== Problem to work on ==
Please copy every line of the data in which the string "Троицкая" appears.
___ Exercise input ___
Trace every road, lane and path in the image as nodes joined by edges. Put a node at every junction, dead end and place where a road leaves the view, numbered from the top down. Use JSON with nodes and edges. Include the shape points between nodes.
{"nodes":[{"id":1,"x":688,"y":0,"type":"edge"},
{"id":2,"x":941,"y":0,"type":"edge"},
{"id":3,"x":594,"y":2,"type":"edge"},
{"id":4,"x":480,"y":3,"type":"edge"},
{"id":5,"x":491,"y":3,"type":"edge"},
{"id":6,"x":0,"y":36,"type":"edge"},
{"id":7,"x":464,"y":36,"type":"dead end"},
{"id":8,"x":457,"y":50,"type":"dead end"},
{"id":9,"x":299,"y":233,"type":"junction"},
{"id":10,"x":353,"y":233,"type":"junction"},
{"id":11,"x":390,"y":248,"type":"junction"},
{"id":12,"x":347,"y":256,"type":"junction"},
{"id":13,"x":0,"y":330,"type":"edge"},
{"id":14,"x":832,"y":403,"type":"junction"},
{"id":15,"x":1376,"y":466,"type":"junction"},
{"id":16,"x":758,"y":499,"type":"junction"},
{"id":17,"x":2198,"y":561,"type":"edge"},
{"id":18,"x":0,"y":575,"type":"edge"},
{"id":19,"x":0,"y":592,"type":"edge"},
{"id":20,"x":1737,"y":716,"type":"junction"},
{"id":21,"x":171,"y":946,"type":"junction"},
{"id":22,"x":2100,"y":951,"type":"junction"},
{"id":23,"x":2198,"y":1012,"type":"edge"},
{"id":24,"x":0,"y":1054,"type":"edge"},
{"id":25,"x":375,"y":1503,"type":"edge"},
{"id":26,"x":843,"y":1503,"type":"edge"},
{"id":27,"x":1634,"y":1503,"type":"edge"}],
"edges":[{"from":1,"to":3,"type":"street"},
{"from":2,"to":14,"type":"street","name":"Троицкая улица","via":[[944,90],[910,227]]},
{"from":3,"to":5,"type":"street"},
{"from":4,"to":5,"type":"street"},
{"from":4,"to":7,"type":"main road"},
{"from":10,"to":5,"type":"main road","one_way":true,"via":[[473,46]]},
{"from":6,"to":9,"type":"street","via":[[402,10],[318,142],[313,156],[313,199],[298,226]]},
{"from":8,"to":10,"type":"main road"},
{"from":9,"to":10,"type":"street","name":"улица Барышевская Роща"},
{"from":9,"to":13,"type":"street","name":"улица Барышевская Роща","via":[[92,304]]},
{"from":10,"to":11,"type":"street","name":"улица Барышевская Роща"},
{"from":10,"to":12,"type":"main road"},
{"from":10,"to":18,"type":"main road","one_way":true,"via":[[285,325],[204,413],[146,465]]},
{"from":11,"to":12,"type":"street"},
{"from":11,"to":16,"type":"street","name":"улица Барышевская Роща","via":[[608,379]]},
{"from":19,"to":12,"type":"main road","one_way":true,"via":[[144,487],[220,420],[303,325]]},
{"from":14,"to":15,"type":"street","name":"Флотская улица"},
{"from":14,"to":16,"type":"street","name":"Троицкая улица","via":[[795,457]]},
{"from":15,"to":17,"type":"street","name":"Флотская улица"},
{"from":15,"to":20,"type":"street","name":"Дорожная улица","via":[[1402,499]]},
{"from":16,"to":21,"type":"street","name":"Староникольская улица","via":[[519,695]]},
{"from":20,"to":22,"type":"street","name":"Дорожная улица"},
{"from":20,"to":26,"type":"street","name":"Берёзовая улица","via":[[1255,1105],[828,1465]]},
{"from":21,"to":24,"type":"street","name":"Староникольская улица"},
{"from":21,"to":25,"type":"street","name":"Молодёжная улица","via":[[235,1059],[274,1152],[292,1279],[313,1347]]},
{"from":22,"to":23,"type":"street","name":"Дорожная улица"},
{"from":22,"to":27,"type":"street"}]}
___
== Exercise answer ==
{"from":2,"to":14,"type":"street","name":"Троицкая улица","via":[[944,90],[910,227]]},
{"from":14,"to":16,"type":"street","name":"Троицкая улица","via":[[795,457]]},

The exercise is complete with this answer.